Mark Evanier is running a series of articles over at his daily blog, detailing the comeback of the magic act, The Pendragons. It's a heart-warming tale that involves Arthur Pendragon's recovery from a training accident that results in him getting impaled by an arrow. The scare is VERY impressive. At any rate, Evanier has opined that the Pendragons' version of the magical trick, Metamorphosis, is the best he's seen. Not the least of reasons is that Charlotte Pendragon changes costumes mid-trick.
By the way, you probably have seen Metamorphosis performed if you've watched any magic at all. Magician puts assistant into a bag inside a locked wooden box. Magician bounds to the top of the box and raises a four-sided shroud above his or her head and then immediately drops it. Standing there is the assistant. They go into the box and into the bag and it's there that we find the magician. The fastest metamorphosis on record from the time the shroud goes up until it comes down to reveal the switch is something under a second. It is ALWAYS impressive.
Today, Evanier added to the thread by showing a Doug Henning version of the trick. He still thinks the Pendragons do it better. But that's why there's vanilla and chocolate ice cream. And in this case, I prefer Henning's version. And part of the reason is that I was there when the clip in the YouTube video was being filmed!
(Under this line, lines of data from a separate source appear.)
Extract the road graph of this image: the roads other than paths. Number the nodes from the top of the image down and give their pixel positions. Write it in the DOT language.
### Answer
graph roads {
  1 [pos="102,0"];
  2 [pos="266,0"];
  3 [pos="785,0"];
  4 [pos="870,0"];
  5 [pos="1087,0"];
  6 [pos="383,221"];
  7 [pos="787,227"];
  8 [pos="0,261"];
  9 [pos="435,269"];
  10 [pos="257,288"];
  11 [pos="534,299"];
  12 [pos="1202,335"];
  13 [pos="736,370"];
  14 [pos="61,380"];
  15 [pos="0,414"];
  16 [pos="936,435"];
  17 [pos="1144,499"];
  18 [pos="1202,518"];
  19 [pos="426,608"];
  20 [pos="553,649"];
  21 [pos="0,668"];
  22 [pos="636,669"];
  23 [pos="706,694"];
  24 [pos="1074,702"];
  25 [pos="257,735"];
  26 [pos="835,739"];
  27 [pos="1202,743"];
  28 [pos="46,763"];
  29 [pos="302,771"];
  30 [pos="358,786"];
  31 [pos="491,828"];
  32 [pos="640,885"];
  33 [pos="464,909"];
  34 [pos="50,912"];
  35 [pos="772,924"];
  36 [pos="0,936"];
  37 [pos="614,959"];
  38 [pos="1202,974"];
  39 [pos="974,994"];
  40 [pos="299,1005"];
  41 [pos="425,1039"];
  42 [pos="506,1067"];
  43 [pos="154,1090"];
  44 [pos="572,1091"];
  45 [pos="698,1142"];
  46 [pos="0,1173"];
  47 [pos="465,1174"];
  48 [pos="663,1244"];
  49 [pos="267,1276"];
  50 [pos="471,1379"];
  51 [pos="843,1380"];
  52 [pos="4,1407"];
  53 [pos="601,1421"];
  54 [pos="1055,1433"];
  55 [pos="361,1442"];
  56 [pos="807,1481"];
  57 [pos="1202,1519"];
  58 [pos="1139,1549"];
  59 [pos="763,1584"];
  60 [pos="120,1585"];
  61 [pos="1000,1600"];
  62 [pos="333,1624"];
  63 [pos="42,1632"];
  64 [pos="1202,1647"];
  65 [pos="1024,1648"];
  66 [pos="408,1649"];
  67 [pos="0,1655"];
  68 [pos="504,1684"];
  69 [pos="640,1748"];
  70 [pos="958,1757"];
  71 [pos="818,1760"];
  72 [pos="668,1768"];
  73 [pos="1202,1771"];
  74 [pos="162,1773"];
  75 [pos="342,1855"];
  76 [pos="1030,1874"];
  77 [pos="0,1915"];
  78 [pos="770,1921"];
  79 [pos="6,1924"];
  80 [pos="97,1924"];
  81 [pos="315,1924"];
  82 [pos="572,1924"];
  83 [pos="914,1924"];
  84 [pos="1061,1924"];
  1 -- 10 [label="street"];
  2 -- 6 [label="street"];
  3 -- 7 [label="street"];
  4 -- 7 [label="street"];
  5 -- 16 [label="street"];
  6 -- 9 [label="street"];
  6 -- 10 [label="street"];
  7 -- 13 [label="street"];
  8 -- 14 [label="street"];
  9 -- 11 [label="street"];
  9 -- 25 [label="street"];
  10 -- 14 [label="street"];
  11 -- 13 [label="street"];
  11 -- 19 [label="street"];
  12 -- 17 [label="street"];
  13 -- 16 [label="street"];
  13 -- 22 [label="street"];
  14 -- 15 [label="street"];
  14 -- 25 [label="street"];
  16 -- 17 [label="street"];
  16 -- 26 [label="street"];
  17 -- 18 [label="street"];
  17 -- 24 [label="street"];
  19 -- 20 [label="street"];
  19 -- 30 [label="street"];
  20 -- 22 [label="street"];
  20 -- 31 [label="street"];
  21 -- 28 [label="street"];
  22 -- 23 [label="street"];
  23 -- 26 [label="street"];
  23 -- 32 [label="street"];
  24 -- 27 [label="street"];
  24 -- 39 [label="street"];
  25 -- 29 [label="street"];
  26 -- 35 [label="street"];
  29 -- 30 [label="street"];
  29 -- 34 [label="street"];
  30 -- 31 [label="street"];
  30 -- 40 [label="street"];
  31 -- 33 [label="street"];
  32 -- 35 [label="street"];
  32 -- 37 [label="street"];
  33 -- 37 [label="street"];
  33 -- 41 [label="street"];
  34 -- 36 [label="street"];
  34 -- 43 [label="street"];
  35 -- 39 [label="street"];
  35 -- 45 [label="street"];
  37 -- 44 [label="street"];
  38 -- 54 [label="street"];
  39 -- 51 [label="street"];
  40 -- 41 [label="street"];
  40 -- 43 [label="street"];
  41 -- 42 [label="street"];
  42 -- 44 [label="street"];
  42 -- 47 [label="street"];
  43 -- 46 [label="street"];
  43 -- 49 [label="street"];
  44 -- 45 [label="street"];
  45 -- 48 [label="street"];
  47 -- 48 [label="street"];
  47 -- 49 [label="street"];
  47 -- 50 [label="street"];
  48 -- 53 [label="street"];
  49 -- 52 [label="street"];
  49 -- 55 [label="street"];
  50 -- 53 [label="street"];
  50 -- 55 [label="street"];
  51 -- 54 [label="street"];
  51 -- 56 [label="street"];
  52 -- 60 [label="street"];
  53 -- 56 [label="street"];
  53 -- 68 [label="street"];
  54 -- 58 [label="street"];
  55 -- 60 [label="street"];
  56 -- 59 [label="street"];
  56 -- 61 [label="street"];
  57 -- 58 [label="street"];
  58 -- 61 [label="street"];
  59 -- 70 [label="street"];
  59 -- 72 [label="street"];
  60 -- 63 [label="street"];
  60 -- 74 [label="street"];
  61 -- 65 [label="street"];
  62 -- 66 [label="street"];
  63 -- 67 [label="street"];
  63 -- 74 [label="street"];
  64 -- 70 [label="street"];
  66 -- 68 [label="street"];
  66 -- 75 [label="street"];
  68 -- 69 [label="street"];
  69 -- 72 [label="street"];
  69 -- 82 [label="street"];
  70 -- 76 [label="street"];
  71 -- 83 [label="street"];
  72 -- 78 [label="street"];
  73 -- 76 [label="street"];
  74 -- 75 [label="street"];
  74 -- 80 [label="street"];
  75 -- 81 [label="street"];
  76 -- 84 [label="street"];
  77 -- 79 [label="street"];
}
Yeah, back in the late 70's, The Magic Show was hot on Broadway. Canuck Henning was this little chipmunk of a fellow who managed to take a lot of mystery out of magic and replace it with whimsy instead. Little kids (and little kids at heart) flocked to his shows, making him probably the English-speaking world's most popular magician at the time. They eventually decided to make a movie out of The Magic Show and they filmed a lot of it here in Toronto. Ken Koyama and I decided to take in a taping of the show, for which tickets were very moderately priced, less than ten bucks. The reason for the cheap price was that it wasn't ACTUALLY The Magic Show, it was a taping of segments.
Anybody who's ever been on a film shoot knows that there is a LOT of waiting on set. This was no different. Some material would be repeated multiple times, others were done in one. Very few segments lasted longer than three or four minutes. After which, the director would yell "Cut!" and the cameras would be reloaded with new film. All told, I think we were there for four hours, and probably saw 40 minutes of actual magic.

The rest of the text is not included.